**Task input:**
######
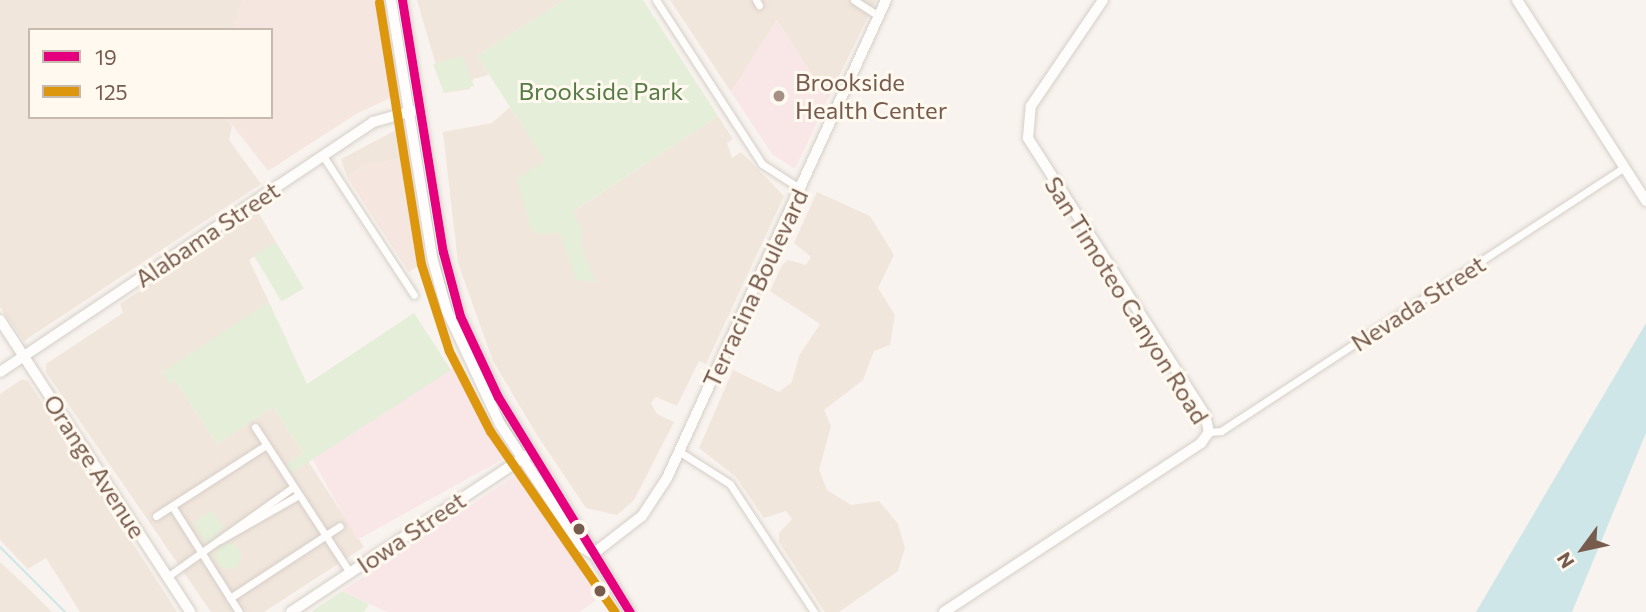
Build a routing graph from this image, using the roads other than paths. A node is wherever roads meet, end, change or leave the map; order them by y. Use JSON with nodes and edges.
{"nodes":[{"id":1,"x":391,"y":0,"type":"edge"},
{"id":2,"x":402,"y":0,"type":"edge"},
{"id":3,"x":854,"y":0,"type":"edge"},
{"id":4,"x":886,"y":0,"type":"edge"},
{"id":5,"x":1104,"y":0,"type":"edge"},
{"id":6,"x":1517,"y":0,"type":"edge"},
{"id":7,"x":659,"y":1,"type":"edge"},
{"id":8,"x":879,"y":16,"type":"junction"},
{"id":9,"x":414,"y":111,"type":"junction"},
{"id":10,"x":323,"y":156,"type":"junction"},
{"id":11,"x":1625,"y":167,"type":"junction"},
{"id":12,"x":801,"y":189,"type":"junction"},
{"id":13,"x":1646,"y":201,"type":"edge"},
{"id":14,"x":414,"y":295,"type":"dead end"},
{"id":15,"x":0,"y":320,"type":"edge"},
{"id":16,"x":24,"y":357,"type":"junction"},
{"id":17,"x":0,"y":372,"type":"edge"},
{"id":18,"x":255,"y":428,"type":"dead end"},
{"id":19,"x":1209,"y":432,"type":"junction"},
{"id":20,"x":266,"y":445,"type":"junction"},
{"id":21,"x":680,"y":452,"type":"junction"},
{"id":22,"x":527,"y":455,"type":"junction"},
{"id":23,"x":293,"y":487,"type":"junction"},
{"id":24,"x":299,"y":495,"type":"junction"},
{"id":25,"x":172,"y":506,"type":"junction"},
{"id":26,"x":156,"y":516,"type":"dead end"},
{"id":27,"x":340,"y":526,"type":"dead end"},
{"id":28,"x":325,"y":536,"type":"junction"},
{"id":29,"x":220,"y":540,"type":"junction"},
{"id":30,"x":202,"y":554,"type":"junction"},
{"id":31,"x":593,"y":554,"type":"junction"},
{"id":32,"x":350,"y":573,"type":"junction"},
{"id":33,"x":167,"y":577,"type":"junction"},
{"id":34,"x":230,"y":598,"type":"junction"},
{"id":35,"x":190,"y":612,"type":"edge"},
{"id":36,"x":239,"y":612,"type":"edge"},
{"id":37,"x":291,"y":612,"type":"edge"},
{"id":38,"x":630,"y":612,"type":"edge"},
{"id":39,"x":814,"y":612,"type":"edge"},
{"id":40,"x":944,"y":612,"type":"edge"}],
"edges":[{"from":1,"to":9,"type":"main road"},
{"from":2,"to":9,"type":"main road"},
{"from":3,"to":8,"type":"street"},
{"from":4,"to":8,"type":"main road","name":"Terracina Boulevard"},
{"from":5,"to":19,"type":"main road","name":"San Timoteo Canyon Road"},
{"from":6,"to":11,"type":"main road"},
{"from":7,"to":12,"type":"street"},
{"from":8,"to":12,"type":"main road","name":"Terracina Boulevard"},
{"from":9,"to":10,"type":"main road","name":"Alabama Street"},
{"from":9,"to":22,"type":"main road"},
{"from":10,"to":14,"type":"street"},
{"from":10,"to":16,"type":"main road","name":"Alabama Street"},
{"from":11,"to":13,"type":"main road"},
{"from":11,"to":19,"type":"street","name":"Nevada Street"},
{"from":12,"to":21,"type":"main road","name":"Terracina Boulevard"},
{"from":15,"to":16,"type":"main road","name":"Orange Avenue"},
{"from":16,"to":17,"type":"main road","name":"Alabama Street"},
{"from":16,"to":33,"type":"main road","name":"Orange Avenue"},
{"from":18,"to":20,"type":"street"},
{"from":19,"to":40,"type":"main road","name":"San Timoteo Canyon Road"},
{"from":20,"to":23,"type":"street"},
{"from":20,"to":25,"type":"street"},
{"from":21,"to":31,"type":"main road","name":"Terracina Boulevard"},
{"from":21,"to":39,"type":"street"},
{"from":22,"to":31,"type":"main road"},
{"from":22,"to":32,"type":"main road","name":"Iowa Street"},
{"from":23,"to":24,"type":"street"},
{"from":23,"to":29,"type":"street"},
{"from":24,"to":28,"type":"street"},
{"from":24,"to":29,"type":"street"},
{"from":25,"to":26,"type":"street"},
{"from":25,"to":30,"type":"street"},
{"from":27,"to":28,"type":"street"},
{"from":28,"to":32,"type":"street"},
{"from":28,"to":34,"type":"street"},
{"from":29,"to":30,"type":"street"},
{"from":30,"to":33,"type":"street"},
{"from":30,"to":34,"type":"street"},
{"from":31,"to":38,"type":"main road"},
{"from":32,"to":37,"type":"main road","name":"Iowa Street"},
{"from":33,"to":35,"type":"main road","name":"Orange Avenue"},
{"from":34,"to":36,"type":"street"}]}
######
**Goal of the exercise:**
Scan the data above, find each line with "dead", and copy it.

**Problem solution:**
{"id":14,"x":414,"y":295,"type":"dead end"},
{"id":18,"x":255,"y":428,"type":"dead end"},
{"id":26,"x":156,"y":516,"type":"dead end"},
{"id":27,"x":340,"y":526,"type":"dead end"},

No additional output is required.